[[ Data for analysis open ]]

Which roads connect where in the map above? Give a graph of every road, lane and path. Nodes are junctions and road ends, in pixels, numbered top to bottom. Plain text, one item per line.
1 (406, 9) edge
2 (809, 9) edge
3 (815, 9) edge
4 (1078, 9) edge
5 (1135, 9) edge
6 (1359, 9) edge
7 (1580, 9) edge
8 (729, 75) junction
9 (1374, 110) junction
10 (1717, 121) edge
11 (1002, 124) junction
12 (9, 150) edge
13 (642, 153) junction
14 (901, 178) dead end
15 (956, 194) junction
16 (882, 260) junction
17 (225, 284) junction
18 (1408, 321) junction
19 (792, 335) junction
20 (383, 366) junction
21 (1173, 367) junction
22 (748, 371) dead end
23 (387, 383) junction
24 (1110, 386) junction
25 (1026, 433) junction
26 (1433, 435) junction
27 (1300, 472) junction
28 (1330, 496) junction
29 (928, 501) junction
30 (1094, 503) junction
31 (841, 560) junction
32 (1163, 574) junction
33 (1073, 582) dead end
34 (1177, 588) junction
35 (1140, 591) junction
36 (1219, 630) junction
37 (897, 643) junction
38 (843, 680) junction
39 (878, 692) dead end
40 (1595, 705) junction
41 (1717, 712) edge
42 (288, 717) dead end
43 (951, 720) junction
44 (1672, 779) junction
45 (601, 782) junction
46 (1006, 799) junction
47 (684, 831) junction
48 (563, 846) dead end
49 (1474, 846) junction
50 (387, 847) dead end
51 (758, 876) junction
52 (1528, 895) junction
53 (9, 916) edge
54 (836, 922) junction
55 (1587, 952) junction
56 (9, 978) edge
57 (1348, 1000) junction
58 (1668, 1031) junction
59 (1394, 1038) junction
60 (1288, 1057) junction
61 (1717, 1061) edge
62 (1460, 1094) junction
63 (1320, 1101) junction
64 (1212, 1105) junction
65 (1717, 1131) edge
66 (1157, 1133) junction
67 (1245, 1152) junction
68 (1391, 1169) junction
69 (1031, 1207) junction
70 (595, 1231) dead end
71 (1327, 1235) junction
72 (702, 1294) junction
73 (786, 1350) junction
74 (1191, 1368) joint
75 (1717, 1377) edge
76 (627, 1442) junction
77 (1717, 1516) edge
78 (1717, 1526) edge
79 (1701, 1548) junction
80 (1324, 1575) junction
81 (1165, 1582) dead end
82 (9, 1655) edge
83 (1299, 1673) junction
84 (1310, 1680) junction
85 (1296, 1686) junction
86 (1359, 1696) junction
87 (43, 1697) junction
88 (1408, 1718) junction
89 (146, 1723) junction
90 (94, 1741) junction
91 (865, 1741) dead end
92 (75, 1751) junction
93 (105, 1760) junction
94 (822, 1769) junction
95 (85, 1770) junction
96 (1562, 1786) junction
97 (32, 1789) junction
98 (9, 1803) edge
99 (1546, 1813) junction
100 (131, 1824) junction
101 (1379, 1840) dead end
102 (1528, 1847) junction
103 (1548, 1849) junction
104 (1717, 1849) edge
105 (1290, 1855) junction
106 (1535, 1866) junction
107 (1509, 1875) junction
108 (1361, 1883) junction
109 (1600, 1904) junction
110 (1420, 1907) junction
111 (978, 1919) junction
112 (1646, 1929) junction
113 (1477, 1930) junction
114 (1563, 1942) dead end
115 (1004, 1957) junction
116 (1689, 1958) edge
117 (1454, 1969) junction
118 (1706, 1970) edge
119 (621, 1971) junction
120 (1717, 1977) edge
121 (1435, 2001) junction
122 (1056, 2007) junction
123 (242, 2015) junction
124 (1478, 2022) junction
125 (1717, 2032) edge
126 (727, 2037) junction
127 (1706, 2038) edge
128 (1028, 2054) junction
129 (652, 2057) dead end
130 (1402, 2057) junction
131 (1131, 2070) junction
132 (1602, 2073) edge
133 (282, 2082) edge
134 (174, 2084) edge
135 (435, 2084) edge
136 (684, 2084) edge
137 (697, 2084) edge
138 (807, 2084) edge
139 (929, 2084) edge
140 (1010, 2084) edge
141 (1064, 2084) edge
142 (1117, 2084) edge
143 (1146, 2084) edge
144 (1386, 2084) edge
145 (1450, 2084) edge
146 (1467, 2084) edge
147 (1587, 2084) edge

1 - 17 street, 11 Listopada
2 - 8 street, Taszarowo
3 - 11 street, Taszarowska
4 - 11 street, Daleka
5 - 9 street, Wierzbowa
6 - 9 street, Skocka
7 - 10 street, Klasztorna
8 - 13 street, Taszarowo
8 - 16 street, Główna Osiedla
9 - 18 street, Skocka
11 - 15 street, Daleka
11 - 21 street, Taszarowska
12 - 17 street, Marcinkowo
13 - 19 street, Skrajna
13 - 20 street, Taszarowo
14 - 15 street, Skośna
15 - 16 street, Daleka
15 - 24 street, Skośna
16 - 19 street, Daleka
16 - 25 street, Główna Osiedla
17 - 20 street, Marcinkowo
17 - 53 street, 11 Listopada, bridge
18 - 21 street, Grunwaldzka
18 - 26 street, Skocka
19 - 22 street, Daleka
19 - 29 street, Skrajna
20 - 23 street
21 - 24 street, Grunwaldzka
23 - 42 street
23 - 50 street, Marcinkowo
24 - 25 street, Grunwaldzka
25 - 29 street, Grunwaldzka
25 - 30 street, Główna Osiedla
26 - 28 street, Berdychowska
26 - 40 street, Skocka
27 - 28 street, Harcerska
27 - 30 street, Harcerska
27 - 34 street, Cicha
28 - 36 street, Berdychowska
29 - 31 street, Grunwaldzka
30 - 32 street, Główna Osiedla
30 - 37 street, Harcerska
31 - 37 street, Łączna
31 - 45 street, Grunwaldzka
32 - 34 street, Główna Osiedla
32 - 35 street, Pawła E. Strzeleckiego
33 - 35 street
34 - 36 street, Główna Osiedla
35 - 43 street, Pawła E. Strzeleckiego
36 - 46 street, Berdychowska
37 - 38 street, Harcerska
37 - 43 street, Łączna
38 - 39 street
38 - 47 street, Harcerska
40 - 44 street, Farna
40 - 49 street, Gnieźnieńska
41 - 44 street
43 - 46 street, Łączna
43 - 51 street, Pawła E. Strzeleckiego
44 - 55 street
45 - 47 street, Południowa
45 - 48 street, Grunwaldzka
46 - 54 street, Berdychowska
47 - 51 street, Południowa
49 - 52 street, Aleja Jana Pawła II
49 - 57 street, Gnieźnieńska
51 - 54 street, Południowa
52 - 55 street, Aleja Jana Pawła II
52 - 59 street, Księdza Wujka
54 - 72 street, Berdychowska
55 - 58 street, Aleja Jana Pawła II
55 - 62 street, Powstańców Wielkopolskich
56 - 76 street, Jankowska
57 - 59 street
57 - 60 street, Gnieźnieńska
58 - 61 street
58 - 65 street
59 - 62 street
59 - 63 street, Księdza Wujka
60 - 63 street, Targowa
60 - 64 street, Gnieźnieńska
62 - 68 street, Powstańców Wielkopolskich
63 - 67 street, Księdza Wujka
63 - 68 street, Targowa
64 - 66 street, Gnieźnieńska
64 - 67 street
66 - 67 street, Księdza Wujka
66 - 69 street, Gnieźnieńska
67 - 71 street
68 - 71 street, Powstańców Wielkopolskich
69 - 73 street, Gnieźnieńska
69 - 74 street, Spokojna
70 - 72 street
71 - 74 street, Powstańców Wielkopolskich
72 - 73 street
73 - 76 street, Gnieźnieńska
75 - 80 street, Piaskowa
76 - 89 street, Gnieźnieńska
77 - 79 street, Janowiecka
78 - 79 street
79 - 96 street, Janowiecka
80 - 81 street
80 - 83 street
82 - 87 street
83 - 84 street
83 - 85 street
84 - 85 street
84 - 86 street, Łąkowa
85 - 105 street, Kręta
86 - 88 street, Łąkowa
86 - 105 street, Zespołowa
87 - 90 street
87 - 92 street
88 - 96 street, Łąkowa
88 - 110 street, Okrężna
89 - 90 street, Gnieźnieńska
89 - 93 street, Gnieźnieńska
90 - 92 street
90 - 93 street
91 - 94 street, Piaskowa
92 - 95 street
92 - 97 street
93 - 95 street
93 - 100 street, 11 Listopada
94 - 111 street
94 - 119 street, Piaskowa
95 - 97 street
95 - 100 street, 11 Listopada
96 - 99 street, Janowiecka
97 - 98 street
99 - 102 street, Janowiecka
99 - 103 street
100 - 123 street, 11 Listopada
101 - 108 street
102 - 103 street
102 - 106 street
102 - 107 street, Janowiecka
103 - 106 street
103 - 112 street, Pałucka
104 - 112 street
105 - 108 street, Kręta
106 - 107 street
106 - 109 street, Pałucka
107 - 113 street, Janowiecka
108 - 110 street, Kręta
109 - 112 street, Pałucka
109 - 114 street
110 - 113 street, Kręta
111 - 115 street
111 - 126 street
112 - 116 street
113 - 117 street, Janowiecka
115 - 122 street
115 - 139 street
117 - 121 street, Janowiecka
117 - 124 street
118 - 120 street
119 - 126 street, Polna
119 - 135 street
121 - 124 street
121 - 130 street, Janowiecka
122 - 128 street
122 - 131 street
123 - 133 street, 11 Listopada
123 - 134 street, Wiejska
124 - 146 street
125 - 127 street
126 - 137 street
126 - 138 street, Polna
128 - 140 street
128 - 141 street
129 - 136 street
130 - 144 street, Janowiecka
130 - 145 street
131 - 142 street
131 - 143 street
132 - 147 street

[[ Data for analysis closed ]]

■ Activity ■
If a line of the entries holds the word "Strzeleckiego", copy it out.

■ Expected answer ■
32 - 35 street, Pawła E. Strzeleckiego
35 - 43 street, Pawła E. Strzeleckiego
43 - 51 street, Pawła E. Strzeleckiego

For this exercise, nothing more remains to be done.